É preciso ficar atenta porque muitas vezes a violência contra mulher começa com pequenos gestos, como por exemplo, pedidos de prova de amor, tais como: “Se me ama me dá a senha do seu celular, se não eu termino com você”. “Você não vai sair de saia curta”. “Eu não quero você com esse cabelo, eu não gosto de cabelo vermelho”.

Esse tipo de comportamento é uma violência psicológica, muitas vezes sutilmente velada. 

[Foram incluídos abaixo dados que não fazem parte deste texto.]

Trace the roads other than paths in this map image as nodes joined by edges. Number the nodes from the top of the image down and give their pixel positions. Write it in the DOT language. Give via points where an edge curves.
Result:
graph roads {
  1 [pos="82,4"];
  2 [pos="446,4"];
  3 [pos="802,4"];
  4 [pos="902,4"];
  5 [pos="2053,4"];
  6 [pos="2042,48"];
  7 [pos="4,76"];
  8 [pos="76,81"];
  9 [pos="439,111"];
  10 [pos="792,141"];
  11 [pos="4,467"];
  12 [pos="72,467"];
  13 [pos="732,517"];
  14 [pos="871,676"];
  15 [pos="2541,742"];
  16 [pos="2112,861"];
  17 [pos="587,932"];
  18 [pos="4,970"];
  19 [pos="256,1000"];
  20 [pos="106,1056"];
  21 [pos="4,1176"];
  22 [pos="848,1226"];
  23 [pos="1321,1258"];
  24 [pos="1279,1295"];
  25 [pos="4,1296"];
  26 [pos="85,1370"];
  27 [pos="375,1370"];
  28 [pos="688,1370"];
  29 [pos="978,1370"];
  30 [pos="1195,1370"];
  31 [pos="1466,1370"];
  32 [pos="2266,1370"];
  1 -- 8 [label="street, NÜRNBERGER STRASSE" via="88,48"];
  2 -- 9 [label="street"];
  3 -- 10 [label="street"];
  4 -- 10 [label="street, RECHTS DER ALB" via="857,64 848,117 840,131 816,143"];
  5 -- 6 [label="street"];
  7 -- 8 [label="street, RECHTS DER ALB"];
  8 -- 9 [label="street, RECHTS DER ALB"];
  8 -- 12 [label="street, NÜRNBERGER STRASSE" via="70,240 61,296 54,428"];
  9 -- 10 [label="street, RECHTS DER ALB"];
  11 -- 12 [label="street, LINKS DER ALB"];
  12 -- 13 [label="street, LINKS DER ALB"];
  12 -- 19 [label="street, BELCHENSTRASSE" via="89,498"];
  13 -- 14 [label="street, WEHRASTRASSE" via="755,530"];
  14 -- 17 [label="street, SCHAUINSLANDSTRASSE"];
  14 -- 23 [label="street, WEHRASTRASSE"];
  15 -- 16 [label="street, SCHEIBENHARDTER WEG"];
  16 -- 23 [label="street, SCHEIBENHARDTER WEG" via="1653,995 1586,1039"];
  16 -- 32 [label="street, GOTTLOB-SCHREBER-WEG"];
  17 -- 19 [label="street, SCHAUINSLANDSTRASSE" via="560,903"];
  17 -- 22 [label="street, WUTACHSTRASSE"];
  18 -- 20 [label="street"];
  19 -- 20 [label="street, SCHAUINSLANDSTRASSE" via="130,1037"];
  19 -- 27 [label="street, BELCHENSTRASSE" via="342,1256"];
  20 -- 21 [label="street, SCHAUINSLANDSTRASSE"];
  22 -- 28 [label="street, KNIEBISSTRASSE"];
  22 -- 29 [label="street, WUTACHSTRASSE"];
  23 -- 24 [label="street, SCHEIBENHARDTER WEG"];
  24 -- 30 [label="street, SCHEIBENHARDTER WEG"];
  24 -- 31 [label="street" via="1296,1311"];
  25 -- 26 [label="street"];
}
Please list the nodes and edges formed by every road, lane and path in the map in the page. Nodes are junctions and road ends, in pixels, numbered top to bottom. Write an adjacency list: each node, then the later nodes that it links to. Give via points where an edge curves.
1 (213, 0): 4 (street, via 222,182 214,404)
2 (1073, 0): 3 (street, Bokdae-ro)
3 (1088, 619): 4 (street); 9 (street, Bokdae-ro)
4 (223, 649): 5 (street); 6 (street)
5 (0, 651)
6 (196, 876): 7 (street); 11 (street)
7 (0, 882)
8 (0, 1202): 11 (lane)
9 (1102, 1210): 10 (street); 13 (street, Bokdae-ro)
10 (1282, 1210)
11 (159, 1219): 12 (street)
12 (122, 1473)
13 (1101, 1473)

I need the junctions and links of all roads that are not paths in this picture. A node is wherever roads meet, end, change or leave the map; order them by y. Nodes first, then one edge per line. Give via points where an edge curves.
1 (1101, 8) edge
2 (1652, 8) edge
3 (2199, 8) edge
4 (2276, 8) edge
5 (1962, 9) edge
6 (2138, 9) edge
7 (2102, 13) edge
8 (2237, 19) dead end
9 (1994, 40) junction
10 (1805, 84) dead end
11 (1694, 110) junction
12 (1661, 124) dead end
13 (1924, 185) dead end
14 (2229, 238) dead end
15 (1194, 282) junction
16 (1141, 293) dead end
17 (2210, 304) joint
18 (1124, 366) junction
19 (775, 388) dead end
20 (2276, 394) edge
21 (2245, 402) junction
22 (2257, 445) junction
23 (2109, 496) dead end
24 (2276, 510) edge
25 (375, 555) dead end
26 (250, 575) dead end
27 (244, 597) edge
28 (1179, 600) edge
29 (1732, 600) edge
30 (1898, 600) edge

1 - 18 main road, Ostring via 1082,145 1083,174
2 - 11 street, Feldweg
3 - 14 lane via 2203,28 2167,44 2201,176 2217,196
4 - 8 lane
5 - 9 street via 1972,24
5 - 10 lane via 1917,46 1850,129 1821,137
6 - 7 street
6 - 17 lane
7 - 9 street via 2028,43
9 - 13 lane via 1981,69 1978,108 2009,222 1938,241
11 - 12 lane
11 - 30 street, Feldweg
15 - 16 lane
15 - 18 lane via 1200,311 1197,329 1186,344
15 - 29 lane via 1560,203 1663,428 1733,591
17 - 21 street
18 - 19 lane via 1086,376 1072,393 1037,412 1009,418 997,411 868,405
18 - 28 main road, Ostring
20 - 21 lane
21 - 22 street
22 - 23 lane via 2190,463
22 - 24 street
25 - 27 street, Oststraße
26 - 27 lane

O perigo é que ao se submeter a esse tipo de imposição, a pessoa cede ao domínio de seu parceiro ou sua parceira, e assim abre brechas para sofrer violências maiores. Não quero com isso, de forma nenhuma culpar a vítima. O objetivo é apenas alertar para que fiquem alertas e ao menor sinal de abuso, procurem ajuda.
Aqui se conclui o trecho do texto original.